Cristina ou Dilma?

Risco Orlando

O Estado de S.Paulo

30 de outubro de 2011 | 03h06

O escândalo do Ministério do Esporte pode ter repercussão econômica na Disney. Autoridades americanas temem que, mesmo após o desfecho do caso, turistas brasileiros desistam de passar férias em Orlando.

Vampiro absorvente

O príncipe Charles disse num programa de televisão no Reino Unido que é parente do Conde Drácula. Deve ser por isso que ele sonhava em ser o O.B. da Camilla Parker-Bowles.

Crescimento acelerado

Ninguém no Congresso se deu ao trabalho de levar uma trena para medir no plenário, mas ACM Neto está com a impressão de que cresceu bem uns 3 centímetros com a crise do Ministério do Esporte. A conferir.

Eu, hein!

Inspirado em discurso de José

Sarney, o senador Lobão Filho quer transformar a corrupção em crime hediondo.
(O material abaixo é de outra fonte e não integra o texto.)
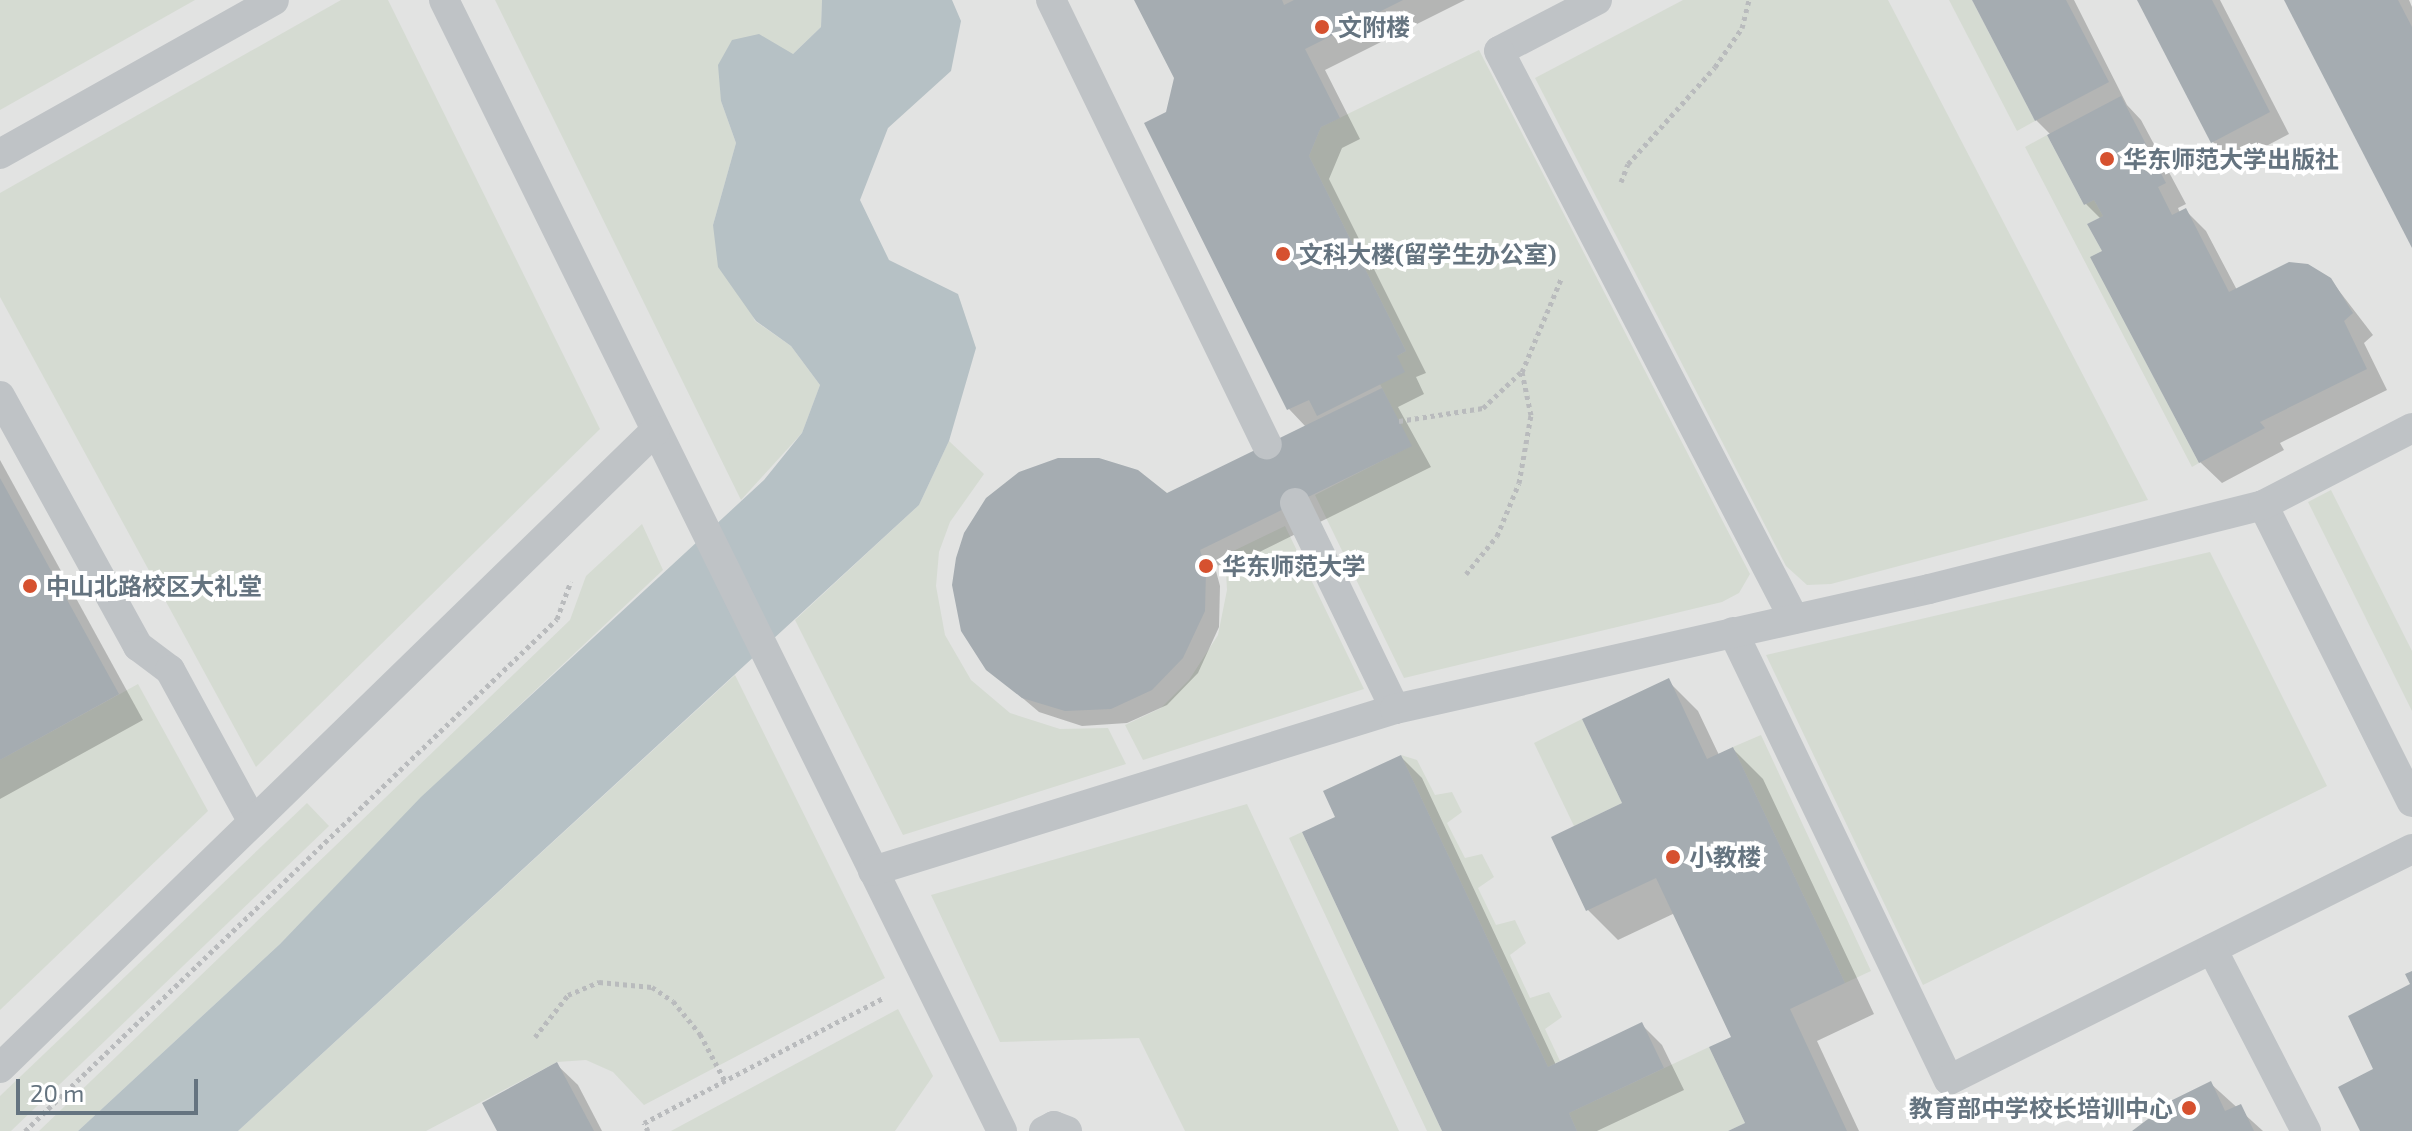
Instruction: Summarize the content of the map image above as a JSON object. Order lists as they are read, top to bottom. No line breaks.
{"places":["文附楼","华东师范大学出版社","文科大楼(留学生办公室)","华东师范大学","中山北路校区大礼堂","小教楼","教育部中学校长培训中心"],"scale_bar":"20 m"}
Isso é, mais ou menos,

como propor uma lei em defesa

dos homossexuais com a bênção

do deputado Jair Bolsonaro.

Profecia confirmada

O vocalista Bono Vox convocou a imprensa para anunciar: "O U2 vai acabar em 2012!" Deve ser isso que o calendário maia considerava o fim do mundo.

Lixo hospitalar

Antes de decidirem enterrar Muamar Kadafi no deserto, os rebeldes líbios chegaram a considerar a hipótese de mandar o corpo do ex-ditador para

reciclagem naquela fábrica de forro

de bolso em Pernambuco.

Racha comunista

Parentes de Luís Carlos Prestes estão divididos: afinal de contas, foi bom ou foi ruim pra família a homenagem ao "Cavaleiro da Esperança" no programa do PC do B na TV? Há controvérsias!

Na própria carne

Lula resolveu dar sua cota de sacrifício à crise econômica na zona do euro: baixou de US$ 200 mil para US$ 150 mil o preço médio de suas palestras na Europa.

Agora é lei!

Com o fim do sigilo eterno, quando, afinal, Felipão vai revelar quanto

ganha no Palmeiras?

No lugar de Néstor Kirchner, Lula estaria morto de preocupação: a criatura política que o ex-presidente argentino inventou na Casa Rosada é, desde domingo passado, maior que seu criador.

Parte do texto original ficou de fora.